The overall trend of new COVID-19 cases continues downward for the U.S. Whatever impact the new Delta COVID-19 variant is having, it’s not large enough (yet) to offset the pre-existing trend.

Source for this and other graphs of new case counts:  Calculated from The New York Times. (2021). Coronavirus (Covid-19) Data in the United States. Retrieved 6/18/2021, from https://github.com/nytimes/covid-19-data.”  The NY Times U.S. tracking page may be found at https://www.nytimes.com/interactive/2020/us/coronavirus-us-cases.html.

As I was updating my graphs, I noticed that one state stands out for having a strong upward trend in new cases:  Missouri.  That’s quite the outlier, given that every other state in that region shows a fairly consistent downward trend.  

That also rang a bell.  The last time the CDC published data on incidence of variants by state,Missouri stood at the top of the list for incidence of the Delta variant. 

Source:  CDC COVID data tracker.

There are a few caveats for the table above.  First, those data are based on a small sample and so likely have a lot of uncertainty in the estimated incidence rate.  Second, that’s ancient history.  The average date for those sequenced samples would be the first week of May.  Given the less-than-two-week doubling time of incidence of the Delta variant, the incidence now should be maybe 6 times higher than what is shown.

I then searched systematically for all the states with strong and consistent upward trends.  In particular, I looked for states that had both one-week and two-week trends in excess of a 20% increase in cases per week.  Only two other states met that criterion, other than Missouri.  And, again, somewhat oddly, they were geographically clustered.  A handful of other states had smaller or less consistent upward trends.  But only these three had a strong and consistent upward trend for both of the past two weeks:

Then I read the news, and found that there’s a COVID-19 outbreak in Southwest Missouri that is being attributed to the Delta variant.

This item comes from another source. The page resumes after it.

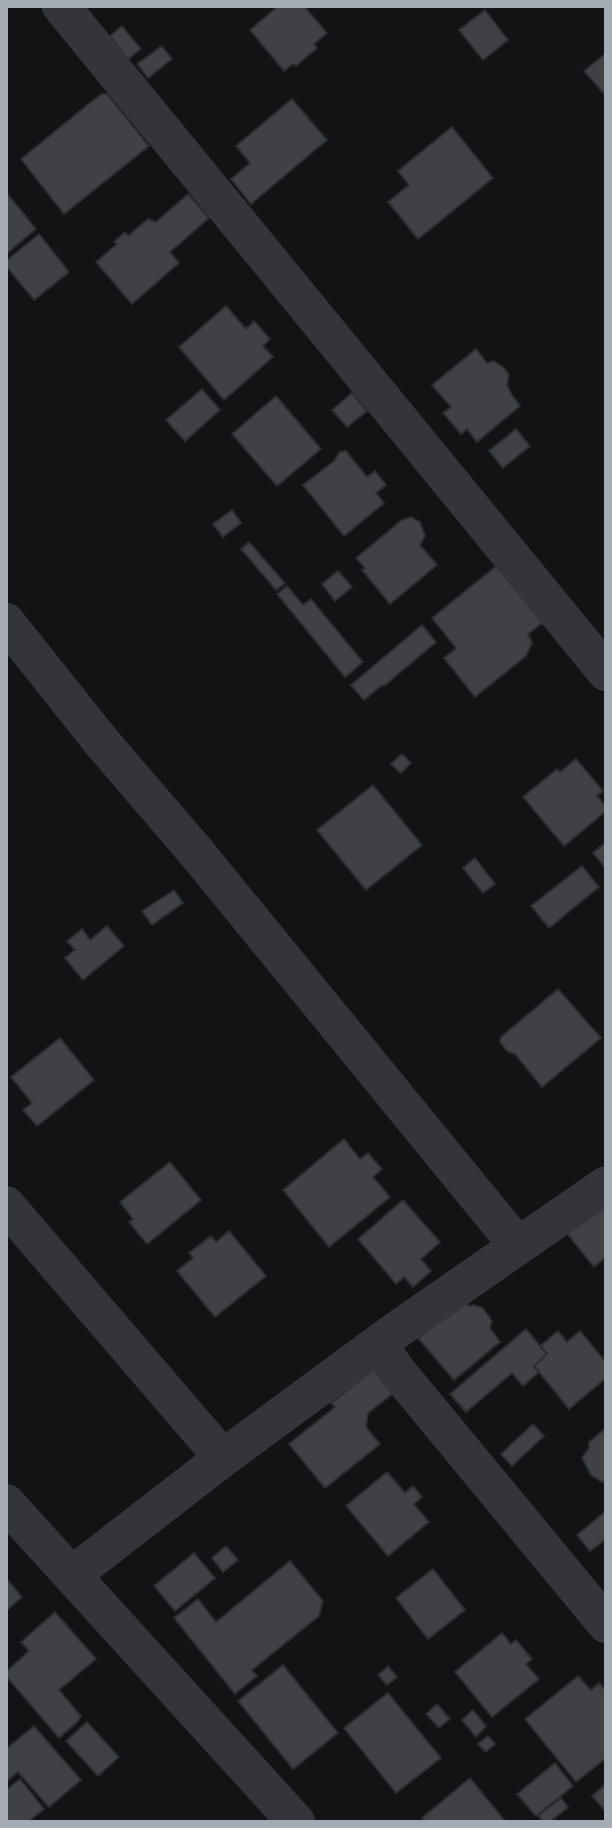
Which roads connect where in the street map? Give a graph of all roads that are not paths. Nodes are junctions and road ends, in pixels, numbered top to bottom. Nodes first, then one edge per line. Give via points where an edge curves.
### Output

The reporting is not quite deja vu all over again.  Sure, hospitals are filling up, emergency departments are overloaded, and so on.  That’s familiar.  But this time, we have a vaccine, the patients are almost entirely un-vaccinated individuals.  In the words of a local hospital administrator in that area, what you you waiting for?

“Bed capacity is strained. ED waits are long. COVID patients are younger, sicker and unvaccinated. Vaccines are free, available and effective. What are you waiting for? 82? 102? 152? What about 1? 1 person you care about? You?”

Source:  Saint Louis Post Dispatch., emphasis mine.

Based on that reporting, Delta is now my far the most prevalent variant of the virus in Southwest Missouri.  The virus doesn’t respect state boundaries.  It doesn’t take much of an imagination to connect Southwest Missouri to states south and west of Missouri, per the map above.

Maybe this will be an isolated outbreak.  Or maybe its a harbinger for the U.S. fifth wave of COVID-19.

Before this U.S. outbreak, the only information to guide a prediction came from Great Britain.  The recent uptick in cases in Great Britain has been attributed to the spread of Delta, despite an ongoing partial lockdown.

But now we have the example of southwest Missouri.  The high incidence of Delta in Missouri was known more than a month ago.  It’s now the dominant strain in southwest Missouri.  And there’s a fresh COVID-19 outbreak there attributed to that variant that is now straining the capacity of the local hospital system.

One thing we can be sure of:  If we have another COVID-19 wave of any consequence, we’ll owe it entirely to the dumbasses who won’t get vaccinated.  Right now, vaccinated individuals account for 53 percent of the U.S. population, but only one to two percent of the U.S. COVID-19 hospitalized population (reference 1, reference 2).  More-or-less, vaccination appears to confer a fifty-fold reduction in the odds of being hospitalized with COVID-19.  The vaccines are that effective at preventing severe illness.

Source:  CDC COVID data tracker.

The trend of vaccinations picked up a bit in the past two weeks.  We’re still vaccinating at a rate in excess of 1 million doses per day.

We can quantify the degree of vaccine slacking in the US by measuring the number of doses that could have been given, if we’d kept up the highest demonstrated pace.  As illustrated below, that works out to an average of 1.5 million doses not administered for the past 60 days, or another 90 million doses that could have been given, but weren’t due to lack of demand.

The 53 percent of the population vaccinated could have been, in theory, 80%, if we had merely kept up the pace.  Just something to bear in mind of we end up with a Delta-drive fifth wave.

 

With these reasonably effective vaccines, we’re no longer at the mercy of the virus.  Instead, we’re at the mercy of the intelligence and public-spiritedness of our fellow citizens.  You’d hope we’d be coming ahead for that change, wouldn’t you?